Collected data
===

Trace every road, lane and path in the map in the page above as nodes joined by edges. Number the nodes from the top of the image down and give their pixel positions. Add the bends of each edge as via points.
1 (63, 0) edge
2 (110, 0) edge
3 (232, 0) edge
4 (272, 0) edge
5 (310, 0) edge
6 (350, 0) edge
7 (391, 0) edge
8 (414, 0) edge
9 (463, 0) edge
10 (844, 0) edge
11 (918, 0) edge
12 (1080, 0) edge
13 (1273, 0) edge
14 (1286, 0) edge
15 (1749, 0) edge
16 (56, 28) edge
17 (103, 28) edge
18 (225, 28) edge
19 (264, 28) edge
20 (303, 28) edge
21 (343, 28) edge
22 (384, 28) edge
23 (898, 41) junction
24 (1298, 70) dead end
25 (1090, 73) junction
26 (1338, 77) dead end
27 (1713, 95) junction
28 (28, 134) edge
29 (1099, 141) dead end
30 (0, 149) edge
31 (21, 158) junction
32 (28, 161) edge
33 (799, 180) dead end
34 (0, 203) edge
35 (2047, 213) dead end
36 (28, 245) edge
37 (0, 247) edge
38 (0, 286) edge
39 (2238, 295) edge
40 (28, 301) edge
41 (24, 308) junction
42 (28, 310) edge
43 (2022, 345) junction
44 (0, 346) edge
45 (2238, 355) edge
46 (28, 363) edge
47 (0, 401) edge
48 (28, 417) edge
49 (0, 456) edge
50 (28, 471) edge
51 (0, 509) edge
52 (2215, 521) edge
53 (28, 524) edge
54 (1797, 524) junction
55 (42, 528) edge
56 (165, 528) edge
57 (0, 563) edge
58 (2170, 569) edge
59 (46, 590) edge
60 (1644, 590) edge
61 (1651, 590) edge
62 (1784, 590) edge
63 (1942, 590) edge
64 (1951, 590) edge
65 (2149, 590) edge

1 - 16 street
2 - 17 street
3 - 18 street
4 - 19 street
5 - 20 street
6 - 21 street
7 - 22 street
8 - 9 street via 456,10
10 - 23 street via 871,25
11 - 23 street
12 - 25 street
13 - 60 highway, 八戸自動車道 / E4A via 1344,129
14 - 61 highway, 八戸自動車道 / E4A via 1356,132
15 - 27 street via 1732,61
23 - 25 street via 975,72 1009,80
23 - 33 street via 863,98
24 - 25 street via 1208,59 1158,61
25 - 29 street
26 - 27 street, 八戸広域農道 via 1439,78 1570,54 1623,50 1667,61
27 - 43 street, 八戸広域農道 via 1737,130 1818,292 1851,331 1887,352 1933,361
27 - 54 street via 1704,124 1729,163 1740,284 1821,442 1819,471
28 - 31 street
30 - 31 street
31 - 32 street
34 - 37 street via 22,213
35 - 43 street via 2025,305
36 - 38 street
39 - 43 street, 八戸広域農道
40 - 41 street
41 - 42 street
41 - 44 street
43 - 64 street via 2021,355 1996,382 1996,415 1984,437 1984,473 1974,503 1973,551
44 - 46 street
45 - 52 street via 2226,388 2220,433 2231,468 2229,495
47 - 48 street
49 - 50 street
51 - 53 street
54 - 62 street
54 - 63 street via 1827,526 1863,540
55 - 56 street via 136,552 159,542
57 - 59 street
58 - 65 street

===

### [Work to complete]
Select every line in the records above that contains the word "highway".

### [Output for this task]
13 - 60 highway, 八戸自動車道 / E4A via 1344,129
14 - 61 highway, 八戸自動車道 / E4A via 1356,132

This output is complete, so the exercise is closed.